I added an HMAC-SHA256 example to apps/garbled/examples/hmac-sha256.mpcl. The computation goes as follows:
The garbler and evaluator share the HMAC key as random key shares. As an example, the garbler's share is:
keyG: 4de216d2fdc9301e5b9c78486f7109a05670d200d9e2f275ec0aad08ec42af47
fcb59bf460d50b01333a748f3a9efb13e08036d49a26c21ba2e33a5f8a2cf0e7
and the evaluator's share is:
keyE: f87a00ef89c2396de32f6ac0748f6fa1b641013d46f74ce25cc625904215a675
01c0c7196a2602f6516527958a82271847933c35d170d98bfdb04d2ddf3bb197
and the resulting HMAC key is keyG^keyE:
key : b598163d740b0973b8b312881bfe6601e031d33d9f15be97b0cc8898ae570932
fd755ced0af309f7625f531ab01cdc0ba7130ae14b561b905f53777255174170
The example must define the message lengths - this example uses 32-byte messages (Garbler.msg [32]byte) - so let's use the following message:
msg : Hello, world!...................
hex : 48656c6c6f2c20776f726c64212e2e2e2e2e2e2e2e2e2e2e2e2e2e2e2e2e2e2e
and we should get the following HMAC-SHA256 output:
sum : 60d27dbd14f1e351f20069171fead00ef557d17ac9a41d02baa488ca4b90171a
Now we can run the MPC protocol. First, run the evaluator with one input: the evaluator's key share:
./garbled -e -v -i 0xf87a00ef89c2396de32f6ac0748f6fa1b641013d46f74ce25cc625904215a67501c0c7196a2602f6516527958a82271847933c35d170d98bfdb04d2ddf3bb197 examples/hmac-sha256.mpcl
The garbler takes two inputs: the message and the garbler's key share:
./garbled -v -i 0x48656c6c6f2c20776f726c64212e2e2e2e2e2e2e2e2e2e2e2e2e2e2e2e2e2e2e,0x4de216d2fdc9301e5b9c78486f7109a05670d200d9e2f275ec0aad08ec42af47fcb59bf460d50b01333a748f3a9efb13e08036d49a26c21ba2e33a5f8a2cf0e7 examples/hmac-sha256.mpcl
The MCP computation providers the expected HMAC result:
Result[0]: 60d27dbd14f1e351f20069171fead00ef557d17ac9a41d02baa488ca4b90171a
Thanks for this. But how do you generate the keyshares . Is there an algorithm in this library to do it?

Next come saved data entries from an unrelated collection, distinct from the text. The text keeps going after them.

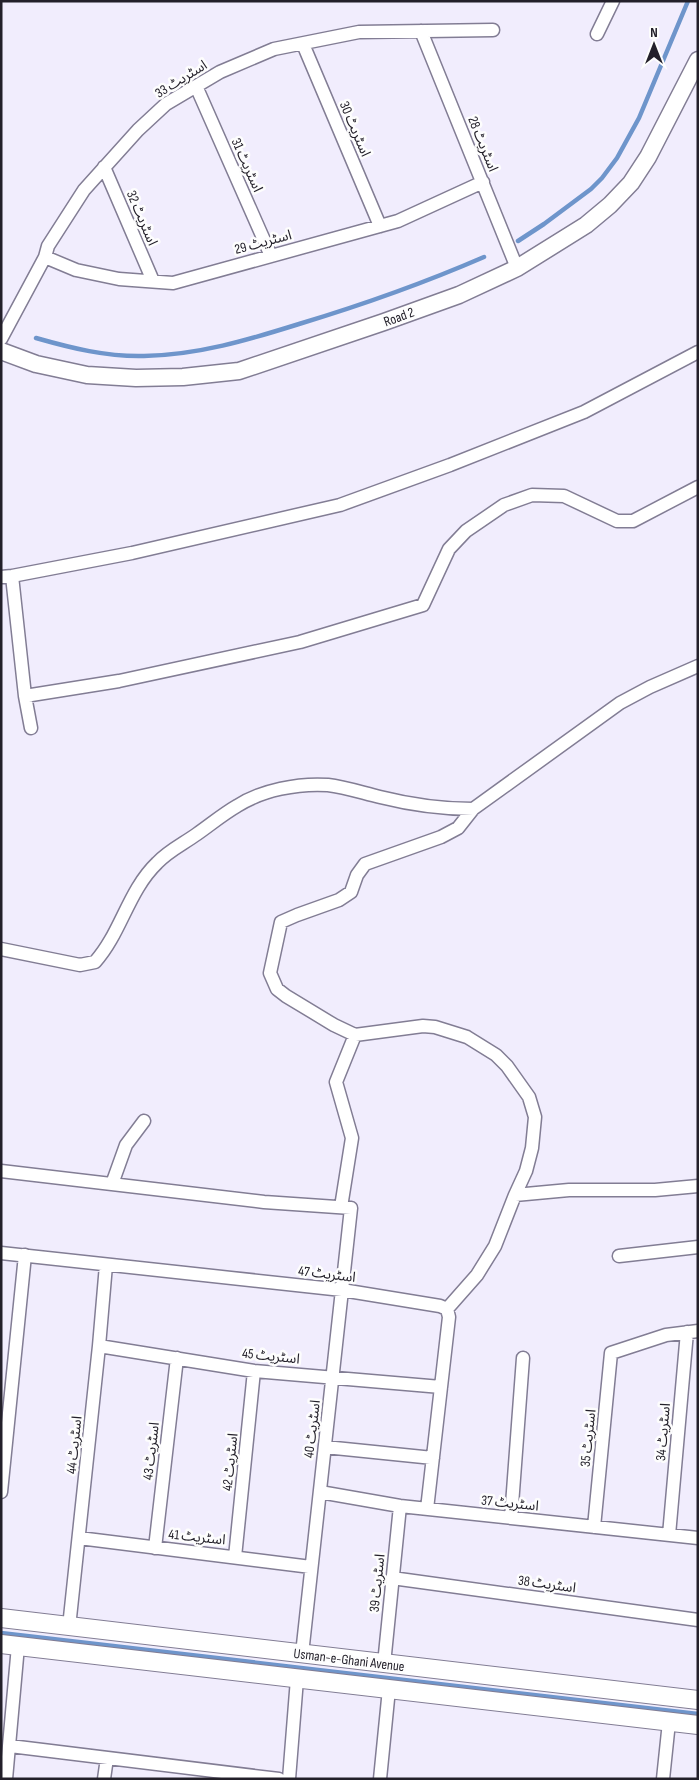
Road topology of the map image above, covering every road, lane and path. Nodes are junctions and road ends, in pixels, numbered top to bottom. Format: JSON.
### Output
{"nodes":[{"id":1,"x":613,"y":1,"type":"edge"},
{"id":2,"x":493,"y":30,"type":"dead end"},
{"id":3,"x":420,"y":31,"type":"junction"},
{"id":4,"x":597,"y":34,"type":"dead end"},
{"id":5,"x":303,"y":44,"type":"junction"},
{"id":6,"x":696,"y":70,"type":"edge"},
{"id":7,"x":196,"y":86,"type":"junction"},
{"id":8,"x":104,"y":167,"type":"junction"},
{"id":9,"x":483,"y":182,"type":"junction"},
{"id":10,"x":380,"y":226,"type":"junction"},
{"id":11,"x":271,"y":256,"type":"junction"},
{"id":12,"x":45,"y":257,"type":"junction"},
{"id":13,"x":517,"y":268,"type":"junction"},
{"id":14,"x":153,"y":281,"type":"junction"},
{"id":15,"x":1,"y":339,"type":"edge"},
{"id":16,"x":1,"y":351,"type":"edge"},
{"id":17,"x":698,"y":352,"type":"edge"},
{"id":18,"x":698,"y":487,"type":"edge"},
{"id":19,"x":7,"y":577,"type":"edge"},
{"id":20,"x":698,"y":666,"type":"edge"},
{"id":21,"x":25,"y":696,"type":"junction"},
{"id":22,"x":31,"y":728,"type":"dead end"},
{"id":23,"x":473,"y":809,"type":"junction"},
{"id":24,"x":1,"y":949,"type":"edge"},
{"id":25,"x":355,"y":1035,"type":"junction"},
{"id":26,"x":144,"y":1121,"type":"dead end"},
{"id":27,"x":1,"y":1171,"type":"edge"},
{"id":28,"x":112,"y":1184,"type":"junction"},
{"id":29,"x":698,"y":1186,"type":"edge"},
{"id":30,"x":514,"y":1195,"type":"junction"},
{"id":31,"x":346,"y":1208,"type":"junction"},
{"id":32,"x":698,"y":1247,"type":"edge"},
{"id":33,"x":1,"y":1252,"type":"edge"},
{"id":34,"x":25,"y":1255,"type":"junction"},
{"id":35,"x":619,"y":1256,"type":"dead end"},
{"id":36,"x":106,"y":1265,"type":"junction"},
{"id":37,"x":342,"y":1290,"type":"junction"},
{"id":38,"x":448,"y":1309,"type":"junction"},
{"id":39,"x":692,"y":1331,"type":"edge"},
{"id":40,"x":99,"y":1346,"type":"junction"},
{"id":41,"x":177,"y":1358,"type":"junction"},
{"id":42,"x":523,"y":1358,"type":"dead end"},
{"id":43,"x":254,"y":1371,"type":"junction"},
{"id":44,"x":334,"y":1378,"type":"junction"},
{"id":45,"x":441,"y":1387,"type":"junction"},
{"id":46,"x":325,"y":1447,"type":"junction"},
{"id":47,"x":3,"y":1451,"type":"edge"},
{"id":48,"x":433,"y":1458,"type":"junction"},
{"id":49,"x":1,"y":1492,"type":"edge"},
{"id":50,"x":320,"y":1492,"type":"junction"},
{"id":51,"x":400,"y":1506,"type":"junction"},
{"id":52,"x":427,"y":1508,"type":"junction"},
{"id":53,"x":510,"y":1518,"type":"junction"},
{"id":54,"x":594,"y":1527,"type":"junction"},
{"id":55,"x":669,"y":1535,"type":"junction"},
{"id":56,"x":79,"y":1538,"type":"junction"},
{"id":57,"x":698,"y":1538,"type":"edge"},
{"id":58,"x":155,"y":1548,"type":"junction"},
{"id":59,"x":235,"y":1557,"type":"junction"},
{"id":60,"x":311,"y":1567,"type":"junction"},
{"id":61,"x":392,"y":1578,"type":"junction"},
{"id":62,"x":1,"y":1618,"type":"edge"},
{"id":63,"x":698,"y":1620,"type":"edge"},
{"id":64,"x":69,"y":1627,"type":"junction"},
{"id":65,"x":10,"y":1645,"type":"edge"},
{"id":66,"x":302,"y":1654,"type":"junction"},
{"id":67,"x":384,"y":1664,"type":"junction"},
{"id":68,"x":297,"y":1678,"type":"junction"},
{"id":69,"x":389,"y":1689,"type":"junction"},
{"id":70,"x":698,"y":1700,"type":"edge"},
{"id":71,"x":669,"y":1722,"type":"junction"},
{"id":72,"x":698,"y":1725,"type":"edge"},
{"id":73,"x":10,"y":1746,"type":"junction"},
{"id":74,"x":107,"y":1758,"type":"junction"},
{"id":75,"x":193,"y":1774,"type":"edge"},
{"id":76,"x":6,"y":1779,"type":"edge"},
{"id":77,"x":104,"y":1779,"type":"edge"},
{"id":78,"x":279,"y":1779,"type":"edge"},
{"id":79,"x":289,"y":1779,"type":"edge"},
{"id":80,"x":380,"y":1779,"type":"edge"},
{"id":81,"x":663,"y":1779,"type":"edge"}],
"edges":[{"from":1,"to":4,"type":"street"},
{"from":2,"to":3,"type":"street","name":"اسٹریٹ 33"},
{"from":3,"to":5,"type":"street","name":"اسٹریٹ 33"},
{"from":3,"to":9,"type":"street","name":"اسٹریٹ 28"},
{"from":5,"to":7,"type":"street","name":"اسٹریٹ 33"},
{"from":5,"to":10,"type":"street","name":"اسٹریٹ 30"},
{"from":6,"to":13,"type":"street","name":"Road 2"},
{"from":7,"to":8,"type":"street","name":"اسٹریٹ 33"},
{"from":7,"to":11,"type":"street","name":"اسٹریٹ 31"},
{"from":8,"to":12,"type":"street","name":"اسٹریٹ 33"},
{"from":8,"to":14,"type":"street","name":"اسٹریٹ 32"},
{"from":9,"to":10,"type":"street","name":"اسٹریٹ 29"},
{"from":9,"to":13,"type":"street","name":"اسٹریٹ 28"},
{"from":10,"to":11,"type":"street","name":"اسٹریٹ 29"},
{"from":11,"to":14,"type":"street","name":"اسٹریٹ 29"},
{"from":12,"to":14,"type":"street","name":"اسٹریٹ 29"},
{"from":12,"to":15,"type":"street","name":"اسٹریٹ 33"},
{"from":13,"to":16,"type":"street","name":"Road 2"},
{"from":17,"to":19,"type":"street"},
{"from":18,"to":21,"type":"street"},
{"from":19,"to":21,"type":"street"},
{"from":20,"to":23,"type":"street"},
{"from":21,"to":22,"type":"street"},
{"from":23,"to":24,"type":"street"},
{"from":23,"to":25,"type":"street"},
{"from":25,"to":30,"type":"street"},
{"from":25,"to":31,"type":"street","name":"اسٹریٹ 40"},
{"from":26,"to":28,"type":"street"},
{"from":27,"to":28,"type":"street"},
{"from":28,"to":31,"type":"street"},
{"from":29,"to":30,"type":"street"},
{"from":30,"to":38,"type":"street"},
{"from":31,"to":37,"type":"street","name":"اسٹریٹ 40"},
{"from":32,"to":35,"type":"street"},
{"from":33,"to":34,"type":"street","name":"اسٹریٹ 47"},
{"from":34,"to":36,"type":"street","name":"اسٹریٹ 47"},
{"from":34,"to":47,"type":"street"},
{"from":36,"to":37,"type":"street","name":"اسٹریٹ 47"},
{"from":36,"to":40,"type":"street","name":"اسٹریٹ 44"},
{"from":37,"to":38,"type":"street","name":"اسٹریٹ 47"},
{"from":37,"to":44,"type":"street","name":"اسٹریٹ 40"},
{"from":38,"to":45,"type":"street"},
{"from":39,"to":54,"type":"street","name":"اسٹریٹ 35"},
{"from":39,"to":55,"type":"street","name":"اسٹریٹ 34"},
{"from":40,"to":41,"type":"street","name":"اسٹریٹ 45"},
{"from":40,"to":56,"type":"street","name":"اسٹریٹ 44"},
{"from":41,"to":43,"type":"street","name":"اسٹریٹ 45"},
{"from":41,"to":58,"type":"street","name":"اسٹریٹ 43"},
{"from":42,"to":53,"type":"street"},
{"from":43,"to":44,"type":"street","name":"اسٹریٹ 45"},
{"from":43,"to":59,"type":"street","name":"اسٹریٹ 42"},
{"from":44,"to":45,"type":"street","name":"اسٹریٹ 45"},
{"from":44,"to":46,"type":"street","name":"اسٹریٹ 40"},
{"from":45,"to":48,"type":"street"},
{"from":46,"to":48,"type":"street"},
{"from":46,"to":50,"type":"street","name":"اسٹریٹ 40"},
{"from":47,"to":49,"type":"street"},
{"from":48,"to":52,"type":"street"},
{"from":50,"to":51,"type":"street","name":"اسٹریٹ 37"},
{"from":50,"to":60,"type":"street","name":"اسٹریٹ 40"},
{"from":51,"to":52,"type":"street","name":"اسٹریٹ 37"},
{"from":51,"to":61,"type":"street","name":"اسٹریٹ 39"},
{"from":52,"to":53,"type":"street","name":"اسٹریٹ 37"},
{"from":53,"to":54,"type":"street","name":"اسٹریٹ 37"},
{"from":54,"to":55,"type":"street","name":"اسٹریٹ 37"},
{"from":55,"to":57,"type":"street","name":"اسٹریٹ 37"},
{"from":56,"to":58,"type":"street","name":"اسٹریٹ 41"},
{"from":56,"to":64,"type":"street","name":"اسٹریٹ 44"},
{"from":58,"to":59,"type":"street","name":"اسٹریٹ 41"},
{"from":59,"to":60,"type":"street","name":"اسٹریٹ 41"},
{"from":60,"to":66,"type":"street","name":"اسٹریٹ 40"},
{"from":61,"to":63,"type":"street","name":"اسٹریٹ 38"},
{"from":61,"to":67,"type":"street","name":"اسٹریٹ 39"},
{"from":62,"to":64,"type":"main road","name":"Usman-e-Ghani Avenue"},
{"from":64,"to":66,"type":"main road","name":"Usman-e-Ghani Avenue"},
{"from":65,"to":68,"type":"main road","name":"Usman-e-Ghani Avenue"},
{"from":65,"to":73,"type":"street"},
{"from":66,"to":67,"type":"main road","name":"Usman-e-Ghani Avenue"},
{"from":67,"to":70,"type":"main road","name":"Usman-e-Ghani Avenue"},
{"from":68,"to":69,"type":"main road","name":"Usman-e-Ghani Avenue"},
{"from":68,"to":79,"type":"street"},
{"from":69,"to":71,"type":"main road","name":"Usman-e-Ghani Avenue"},
{"from":69,"to":80,"type":"street"},
{"from":71,"to":72,"type":"main road","name":"Usman-e-Ghani Avenue"},
{"from":71,"to":81,"type":"street"},
{"from":73,"to":74,"type":"street"},
{"from":73,"to":76,"type":"street"},
{"from":74,"to":75,"type":"street"},
{"from":74,"to":77,"type":"street"},
{"from":75,"to":78,"type":"street"}]}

I am getting the following error while trying to run the above.
could not resolve pkg root directory, tried:
- $(MPCLDIR):
- $(MPCLDIR)/pkg
- $(GITHUB_WORKFLOW):
- $(GITHUB_WORKSPACE)/pkg
- *:
- $(HOME)/go/src/github.com/markkurossi/mpc/pkg
could not find pkg root directory
Could you throw some light on why this is happening?
The HMAC keys are random so both parties could generate their key shares independently, for example, with the crypto/rand package and persist them locally.
The error comes from the garbled application when it can't find its library pkg files. The search is done:
- from the directory, pointed by the
MPCLDIRenvironment variable - directory, pointed by the
GITHUB_WORKFLOWenvironment variable - from the user's home directory using the default Go source directory
go/src/. So if you clone the repository to$HOME/go/src/github.com/markkurossidirectory, you don't have to set any additional environment variables
I want to use my own key for hmac. How can I generate secret shares for it?
Added example apps/garbled/examples/key-import.mpcl that shows how to import a key and create random shares of it. It works as follows:
This example shows how a key can be imported to MCP peers garbler and evaluator so that after the import operation both peers hold a random share of the key, and shareG^shareE=key.
The garbler provides three arguments:
- key [64]byte: the key to import
- split [64]byte: random input for the key split value
- mask [64]byte: random mask to mask garbler's key share result
The evaluator provides two arguments: the split and the mask values.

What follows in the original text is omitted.